→ **RECORD EXTRACTS**
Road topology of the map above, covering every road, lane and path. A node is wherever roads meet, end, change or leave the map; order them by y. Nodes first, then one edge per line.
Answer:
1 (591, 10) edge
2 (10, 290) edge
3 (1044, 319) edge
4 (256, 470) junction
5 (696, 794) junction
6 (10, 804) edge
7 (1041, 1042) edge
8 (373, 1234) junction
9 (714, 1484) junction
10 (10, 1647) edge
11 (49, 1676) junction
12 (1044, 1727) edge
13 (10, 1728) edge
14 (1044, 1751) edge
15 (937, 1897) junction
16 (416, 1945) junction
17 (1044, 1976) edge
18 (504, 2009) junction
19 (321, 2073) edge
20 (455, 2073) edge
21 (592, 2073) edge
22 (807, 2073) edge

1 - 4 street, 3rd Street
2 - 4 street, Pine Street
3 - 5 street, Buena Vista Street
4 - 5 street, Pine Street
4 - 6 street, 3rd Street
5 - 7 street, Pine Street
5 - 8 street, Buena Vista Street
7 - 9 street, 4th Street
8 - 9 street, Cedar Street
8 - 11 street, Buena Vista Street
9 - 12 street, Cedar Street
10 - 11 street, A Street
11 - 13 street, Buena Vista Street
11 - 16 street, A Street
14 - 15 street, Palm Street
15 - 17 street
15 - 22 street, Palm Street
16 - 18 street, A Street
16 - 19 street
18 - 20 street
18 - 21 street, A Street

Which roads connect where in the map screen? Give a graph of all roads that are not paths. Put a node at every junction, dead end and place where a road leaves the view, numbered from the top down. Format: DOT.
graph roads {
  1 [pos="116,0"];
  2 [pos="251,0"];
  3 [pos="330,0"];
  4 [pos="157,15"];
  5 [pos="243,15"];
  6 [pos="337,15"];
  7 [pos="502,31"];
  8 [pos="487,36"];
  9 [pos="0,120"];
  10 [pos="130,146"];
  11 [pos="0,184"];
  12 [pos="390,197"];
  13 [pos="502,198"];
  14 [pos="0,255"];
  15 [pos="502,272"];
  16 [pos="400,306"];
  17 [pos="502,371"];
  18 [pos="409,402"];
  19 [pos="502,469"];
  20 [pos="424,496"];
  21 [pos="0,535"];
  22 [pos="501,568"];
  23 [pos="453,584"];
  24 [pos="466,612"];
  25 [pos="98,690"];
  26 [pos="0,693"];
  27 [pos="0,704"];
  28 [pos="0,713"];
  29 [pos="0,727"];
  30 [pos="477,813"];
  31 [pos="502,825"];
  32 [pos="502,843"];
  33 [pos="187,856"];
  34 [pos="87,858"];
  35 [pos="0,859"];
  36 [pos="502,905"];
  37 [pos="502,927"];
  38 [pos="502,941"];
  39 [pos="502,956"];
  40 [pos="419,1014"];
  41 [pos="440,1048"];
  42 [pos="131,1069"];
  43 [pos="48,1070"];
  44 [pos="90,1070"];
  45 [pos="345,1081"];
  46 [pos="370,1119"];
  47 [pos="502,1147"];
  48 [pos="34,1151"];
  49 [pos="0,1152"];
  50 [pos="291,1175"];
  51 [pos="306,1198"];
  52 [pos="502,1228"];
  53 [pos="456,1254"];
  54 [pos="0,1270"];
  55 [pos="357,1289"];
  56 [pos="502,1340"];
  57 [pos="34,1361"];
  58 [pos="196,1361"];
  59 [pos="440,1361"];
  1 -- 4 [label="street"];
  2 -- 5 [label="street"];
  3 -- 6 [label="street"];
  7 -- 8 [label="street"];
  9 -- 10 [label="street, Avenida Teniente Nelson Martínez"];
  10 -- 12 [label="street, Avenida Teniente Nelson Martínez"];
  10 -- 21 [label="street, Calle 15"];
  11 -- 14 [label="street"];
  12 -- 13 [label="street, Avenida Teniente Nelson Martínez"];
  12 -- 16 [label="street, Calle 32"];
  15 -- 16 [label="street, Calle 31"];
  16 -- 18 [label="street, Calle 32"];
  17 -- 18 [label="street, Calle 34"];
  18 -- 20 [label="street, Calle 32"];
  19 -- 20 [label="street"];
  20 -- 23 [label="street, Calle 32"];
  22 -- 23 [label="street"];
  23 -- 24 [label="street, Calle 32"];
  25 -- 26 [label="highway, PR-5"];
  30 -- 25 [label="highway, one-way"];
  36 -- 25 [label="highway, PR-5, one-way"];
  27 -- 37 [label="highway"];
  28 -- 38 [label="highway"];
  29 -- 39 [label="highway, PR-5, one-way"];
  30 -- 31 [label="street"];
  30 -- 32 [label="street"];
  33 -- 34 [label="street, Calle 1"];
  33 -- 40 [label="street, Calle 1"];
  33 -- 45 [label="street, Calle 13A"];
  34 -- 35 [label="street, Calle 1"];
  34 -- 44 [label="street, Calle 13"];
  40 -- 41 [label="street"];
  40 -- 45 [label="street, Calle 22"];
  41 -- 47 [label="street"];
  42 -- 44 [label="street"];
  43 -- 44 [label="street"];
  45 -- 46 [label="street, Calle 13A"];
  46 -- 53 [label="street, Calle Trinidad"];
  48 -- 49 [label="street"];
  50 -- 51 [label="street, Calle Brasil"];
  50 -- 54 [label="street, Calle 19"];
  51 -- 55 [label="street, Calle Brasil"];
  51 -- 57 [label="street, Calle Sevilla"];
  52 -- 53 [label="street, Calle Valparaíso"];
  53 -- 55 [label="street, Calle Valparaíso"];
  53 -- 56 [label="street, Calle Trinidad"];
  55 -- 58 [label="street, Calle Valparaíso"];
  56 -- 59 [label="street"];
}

→ **EXERCISE GOAL**
Wherever the word "Brasil" turns up in the material, copy the whole line.

→ **SOLVED PROBLEM**
  50 -- 51 [label="street, Calle Brasil"];
  51 -- 55 [label="street, Calle Brasil"];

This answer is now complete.